Michael Moeser (29:08):

Definitely, definitely. Well, I guess as we close up, any final thoughts for the audience in terms of generative ai, what you may be covering, what you're looking for?

Rachel Witkowski (29:18):

I did, and I've said this too in a podcast once, but when you're talking about the great wealth transfer, everybody wants to bring it up. And then I always think about a year ago, I was just sitting at a Marriott restaurant at a conference, and

(29:35):

I saw, and I'll be really quick, I have one minute. So I saw the bartender was making bets on an app for the horse race on tv. He wasn't serving anymore. He's distracted. And so I was like, what's going on? And he's like, oh, I've got this horse I'm betting on. And then somehow in that conversation I started talking about crypto and these other investments, and I kid you not every server, every bartender, every person behind that bar opened their phones and they were on some kind of investment app and none of them had an advisor. And so I just feel like they are out there and they're in applications and they know how to invest very fast, and it might not be the best investment, but there has to be a better way that advisors can reach that market. They know how to get things fast, but they don't know if it's right or the best choice for their life.
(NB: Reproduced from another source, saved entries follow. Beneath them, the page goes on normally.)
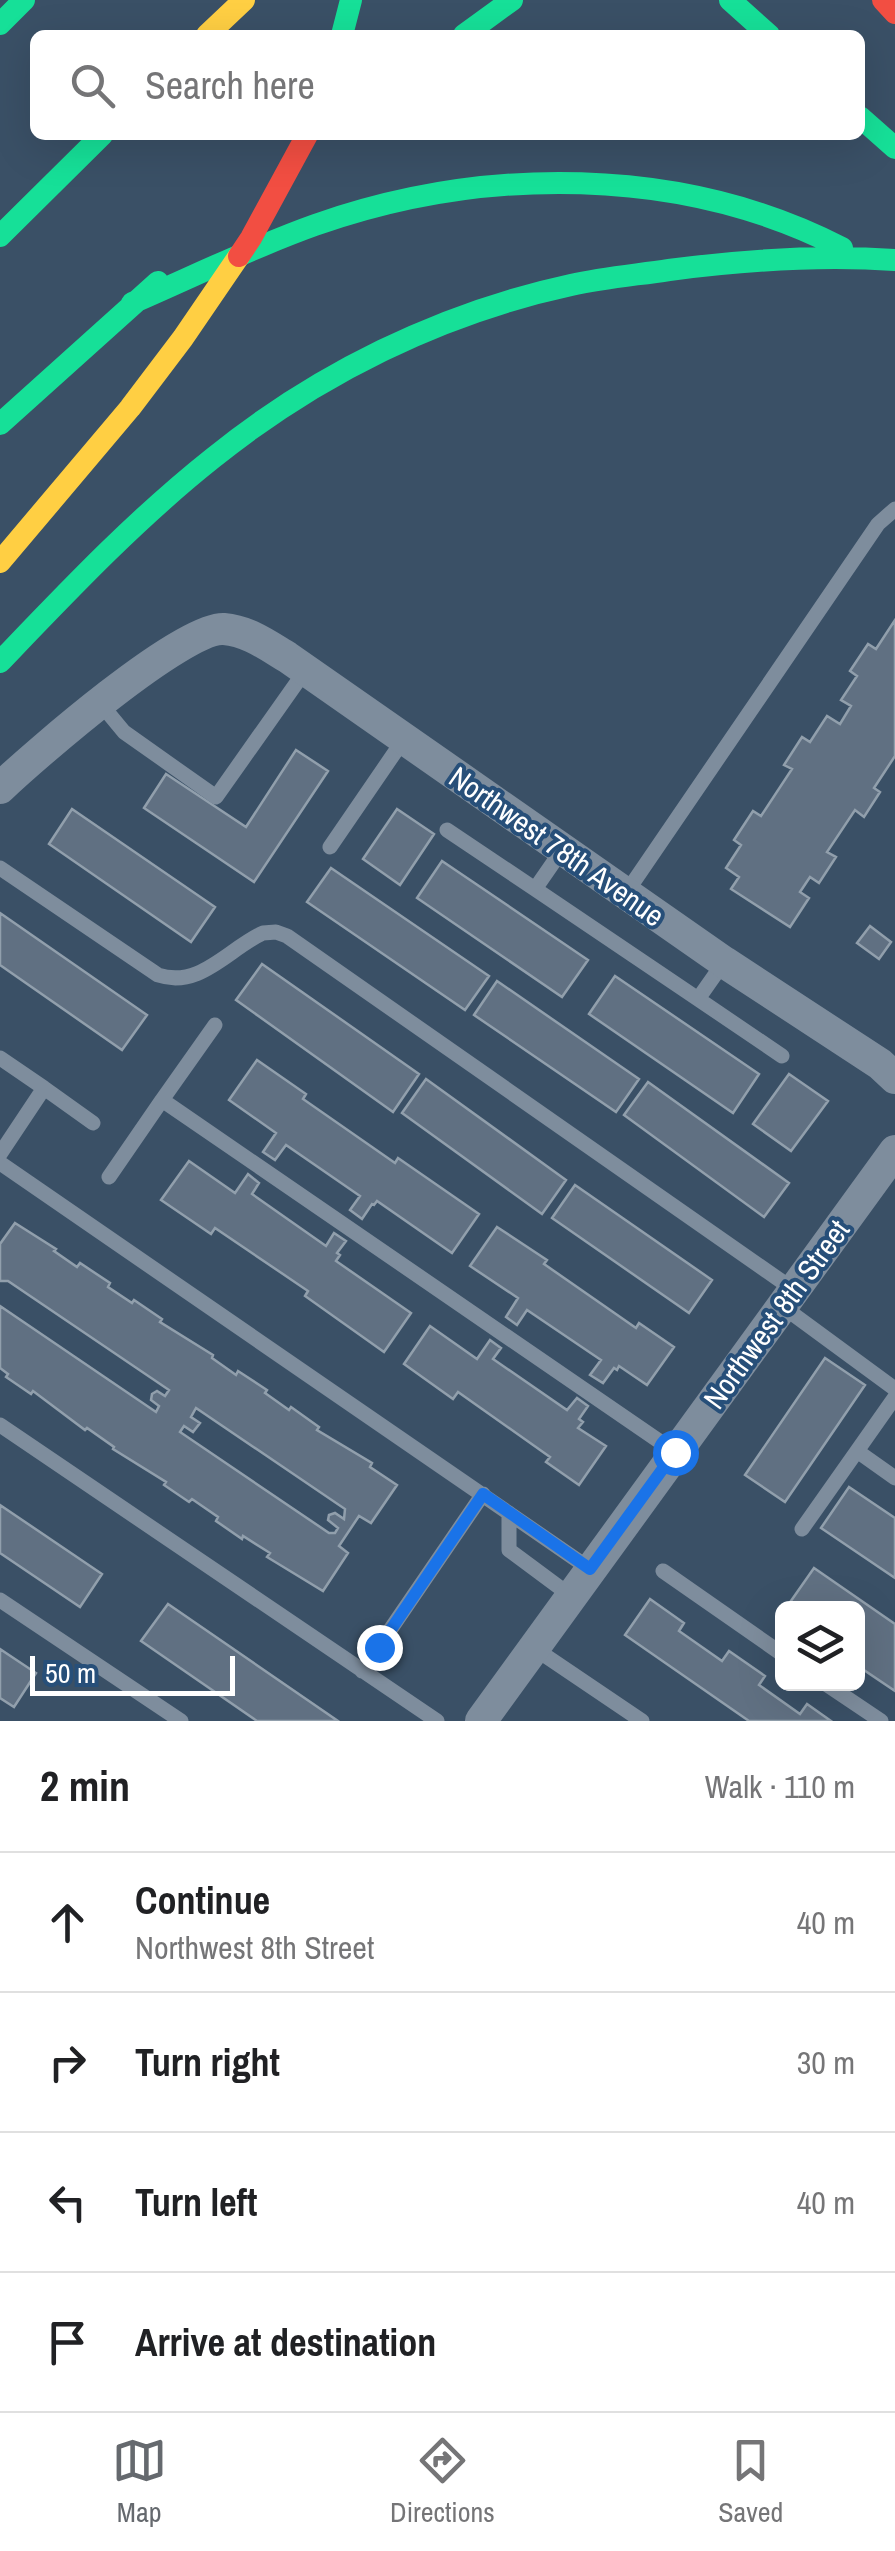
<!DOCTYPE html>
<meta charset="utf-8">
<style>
body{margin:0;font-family:"Archivo Narrow",sans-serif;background:#f6f6f6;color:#202124}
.controls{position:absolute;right:30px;bottom:30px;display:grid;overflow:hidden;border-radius:15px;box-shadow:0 10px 40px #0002}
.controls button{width:90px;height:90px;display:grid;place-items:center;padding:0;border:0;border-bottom:2px solid #e0e0e0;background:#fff;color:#202124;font:50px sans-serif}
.scale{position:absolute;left:30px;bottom:25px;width:205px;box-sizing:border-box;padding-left:10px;border:5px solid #fff;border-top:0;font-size:28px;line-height:35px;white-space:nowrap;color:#fff;-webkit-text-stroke:8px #274f79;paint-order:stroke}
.stop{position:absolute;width:30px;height:30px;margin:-22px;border:8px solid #1a73e8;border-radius:50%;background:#fff}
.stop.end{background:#1a73e8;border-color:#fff;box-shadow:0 2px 10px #0008}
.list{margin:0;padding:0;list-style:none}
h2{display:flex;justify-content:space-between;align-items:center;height:130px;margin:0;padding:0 40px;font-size:42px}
h2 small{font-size:32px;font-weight:400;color:#757577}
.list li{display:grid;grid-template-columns:65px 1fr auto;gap:30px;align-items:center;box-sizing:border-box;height:140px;padding:0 40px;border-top:2px solid #e0e0e0}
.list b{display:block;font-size:38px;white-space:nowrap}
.list p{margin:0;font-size:32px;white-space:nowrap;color:#757577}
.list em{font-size:32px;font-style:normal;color:#757577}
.icon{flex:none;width:55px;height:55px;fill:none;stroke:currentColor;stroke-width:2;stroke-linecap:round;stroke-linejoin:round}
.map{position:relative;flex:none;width:895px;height:1721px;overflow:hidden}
.search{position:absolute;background:#fff;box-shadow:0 10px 40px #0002;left:30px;right:30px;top:30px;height:110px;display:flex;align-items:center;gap:25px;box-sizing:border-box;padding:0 35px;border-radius:15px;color:#757577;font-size:38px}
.sheet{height:690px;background:#fff}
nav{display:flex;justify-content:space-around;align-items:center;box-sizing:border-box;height:140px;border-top:2px solid #e0e0e0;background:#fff;font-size:28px;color:#757577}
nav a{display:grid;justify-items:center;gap:5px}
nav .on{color:#65696e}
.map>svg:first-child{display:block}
.building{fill:#607082;stroke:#919fac;stroke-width:2.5;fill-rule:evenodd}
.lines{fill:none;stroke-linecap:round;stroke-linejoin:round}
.lane{stroke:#7e8d9d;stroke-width:15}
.street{stroke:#7e8d9d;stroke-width:32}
.fast{stroke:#16e098;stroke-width:22}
.slow{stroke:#ffcf43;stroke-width:22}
.jam{stroke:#f24e42;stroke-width:22}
.route{stroke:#1a73e8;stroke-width:12}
.labels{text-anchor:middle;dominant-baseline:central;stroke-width:8;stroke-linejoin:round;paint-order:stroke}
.street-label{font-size:30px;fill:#fff;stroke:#274f79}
</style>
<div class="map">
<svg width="895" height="1721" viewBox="0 0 895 1721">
<rect width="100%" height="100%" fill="#3a5066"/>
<path class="building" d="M895,620V756L874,788L880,792L864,817L855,810L827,852L836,857L819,883L810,877L800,892L809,898L790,927L731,889L739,877L726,868L741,845L734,840L753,811L761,816L792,769L784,765L802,737L810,742L827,716L840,724L851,706L841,700L857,676L850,671L868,644L876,649Z
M296,750L328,771L254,882L144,808L166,774L246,827Z
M72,809L215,907L191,942L49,844Z
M397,809L434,834L400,885L363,859Z
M442,861L588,960L562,997L417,898Z
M331,868L489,976L465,1010L307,902Z
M0,913L147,1015L122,1050L0,965Z
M870,926L891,942L879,959L857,943Z
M262,964L419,1074L393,1112L236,1000Z
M615,976L759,1074L733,1113L589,1014Z
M497,981L639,1079L616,1112L474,1015Z
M257,1060L306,1094L303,1099L395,1163L398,1158L479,1214L452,1253L377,1201L374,1205L372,1204L362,1219L350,1210L360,1196L286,1145L275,1160L263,1152L276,1133L229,1100Z
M789,1074L828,1101L791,1151L753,1124Z
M426,1079L566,1180L542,1214L402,1113Z
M648,1082L789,1183L764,1217L624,1115Z
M189,1161L235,1193L248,1174L259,1183L252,1194L326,1246L334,1233L346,1241L337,1253L340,1255L336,1261L411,1313L384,1352L305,1296L308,1291L215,1228L211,1234L161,1200Z
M575,1185L712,1280L689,1313L552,1218Z
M15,1223L56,1249L54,1251L77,1267L80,1263L110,1283L108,1287L132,1303L134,1300L162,1319L160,1322L213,1355L212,1358L236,1375L238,1371L267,1390L265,1393L289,1410L291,1407L319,1427L317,1430L372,1463L370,1467L397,1485L371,1523L359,1516L339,1546L348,1553L323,1591L267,1557L270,1553L243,1536L242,1539L216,1521L218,1517L192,1499L189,1502L164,1485L166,1482L113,1449L114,1447L87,1428L85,1430L33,1391L31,1394L6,1377L8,1374L0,1368V1306L156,1412L159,1406L151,1400L152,1394L157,1391L165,1396L169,1390L8,1281H0V1244ZM196,1408L345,1509L344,1519L335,1513L329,1515L328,1520L338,1528L335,1533H329L180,1432L184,1426L193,1432L200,1423L191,1417Z
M497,1227L547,1260L544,1264L636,1328L639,1323L674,1347L647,1385L619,1366L617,1370L614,1368L603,1383L590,1375L601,1360L527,1310L517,1325L506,1317L518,1298L470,1266Z
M430,1326L477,1359L490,1340L501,1348L493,1359L567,1410L577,1398L588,1406L579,1419L583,1422L578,1428L606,1446L579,1485L546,1462L550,1457L458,1392L453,1399L404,1364Z
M825,1358L865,1385L785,1502L745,1475Z
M849,1487L895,1518V1578L821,1528Z
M0,1505L102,1574L80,1607L0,1553Z
M814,1568L895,1624V1691L858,1666V1608H786Z
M650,1599L684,1623L679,1631L722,1661L729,1651L765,1676L759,1685L800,1714L807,1704L831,1721H749L625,1635Z
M168,1604L338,1721H257L141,1641Z
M0,1649L36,1673L14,1707L0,1698Z"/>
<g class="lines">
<path class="lane" d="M100,703L124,732L216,797L305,671
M447,830L535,889
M330,847L404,739
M562,850L535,889L698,999L724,962
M0,868L158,975C200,989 228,949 263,933L276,932L287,936L794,1290
M626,893L878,524L895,509
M698,999L782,1056
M0,1058L44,1088L0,1154
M44,1088L93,1123
M162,1100L215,1025
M0,1163L590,1569
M109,1177L162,1100L675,1452
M782,1306L895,1389
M895,1397L857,1451L895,1478
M0,1425L437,1721
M509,1513V1550L571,1596
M802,1529L857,1451
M663,1571L782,1654
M0,1600L181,1721
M534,1648L642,1721
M362,1671L483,1494
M826,1684L881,1721"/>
<path class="street" d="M0,788C35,755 183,626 224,629C248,631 267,645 287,657L724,962L880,1064L895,1078
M481,1721L895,1151"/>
<path class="fast" d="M730,0L769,35
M0,24L24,0
M342,35L351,0
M464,35L512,0
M860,117L895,148
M0,236L102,135
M132,303C192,277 253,247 315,225C483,166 681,165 842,248
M0,424L158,282
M0,662C68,591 136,519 213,458C317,374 441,313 571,285C603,278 636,275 669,270C744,260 819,255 895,260"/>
<path class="slow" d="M207,35L244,0
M0,562L130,408L183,338L239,256"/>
<path class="jam" d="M883,0L895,13
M239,256L251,238L307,135"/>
</g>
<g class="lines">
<path class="route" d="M379,1647L483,1494L590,1569L675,1452"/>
</g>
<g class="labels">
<g class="street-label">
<text transform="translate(557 846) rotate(35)">Northwest 78th Avenue</text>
<text transform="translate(776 1314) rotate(-54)">Northwest 8th Street</text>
</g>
</g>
</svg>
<div class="controls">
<button><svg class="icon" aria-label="layers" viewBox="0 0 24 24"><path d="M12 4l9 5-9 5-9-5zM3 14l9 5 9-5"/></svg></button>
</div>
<div class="scale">50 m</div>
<div class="stop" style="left:675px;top:1452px"></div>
<div class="stop end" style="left:379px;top:1647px"></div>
<div class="search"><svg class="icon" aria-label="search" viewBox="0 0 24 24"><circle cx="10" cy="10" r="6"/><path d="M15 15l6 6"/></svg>Search here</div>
</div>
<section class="sheet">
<h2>2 min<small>Walk · 110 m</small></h2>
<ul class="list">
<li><svg class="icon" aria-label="ahead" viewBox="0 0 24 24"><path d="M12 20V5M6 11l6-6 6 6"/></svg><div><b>Continue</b><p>Northwest 8th Street</p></div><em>40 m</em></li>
<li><svg class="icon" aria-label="right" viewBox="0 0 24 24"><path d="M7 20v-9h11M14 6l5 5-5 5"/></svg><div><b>Turn right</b></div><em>30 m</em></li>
<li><svg class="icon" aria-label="left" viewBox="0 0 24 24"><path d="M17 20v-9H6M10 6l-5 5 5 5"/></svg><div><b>Turn left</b></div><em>40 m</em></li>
<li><svg class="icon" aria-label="arrive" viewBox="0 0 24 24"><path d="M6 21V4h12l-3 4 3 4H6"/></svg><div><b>Arrive at destination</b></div></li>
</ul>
</section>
<nav>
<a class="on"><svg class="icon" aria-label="map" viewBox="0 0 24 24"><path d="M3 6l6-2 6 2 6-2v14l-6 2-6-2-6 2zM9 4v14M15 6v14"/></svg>Map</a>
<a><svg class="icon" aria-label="directions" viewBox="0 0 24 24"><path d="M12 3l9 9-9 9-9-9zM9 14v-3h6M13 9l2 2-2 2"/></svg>Directions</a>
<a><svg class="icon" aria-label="saved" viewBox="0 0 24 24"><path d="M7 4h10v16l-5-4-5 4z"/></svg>Saved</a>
</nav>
So whatever it takes to build that trust, I think is so critical in this next generation. You could probably walk to a restaurant and ask people, they're out there and they're investing. And so part of that too is going past the high net worth, desired target.

Michael Moeser (30:40):

Yeah, the larger masses.

Rachel Witkowski (30:43):

Yeah.

Michael Moeser (30:44):

Super. Well, thank you Rachel. Thank you everyone for your attention today. And again, this presentation is going to be available to you through the conference team, so thank you.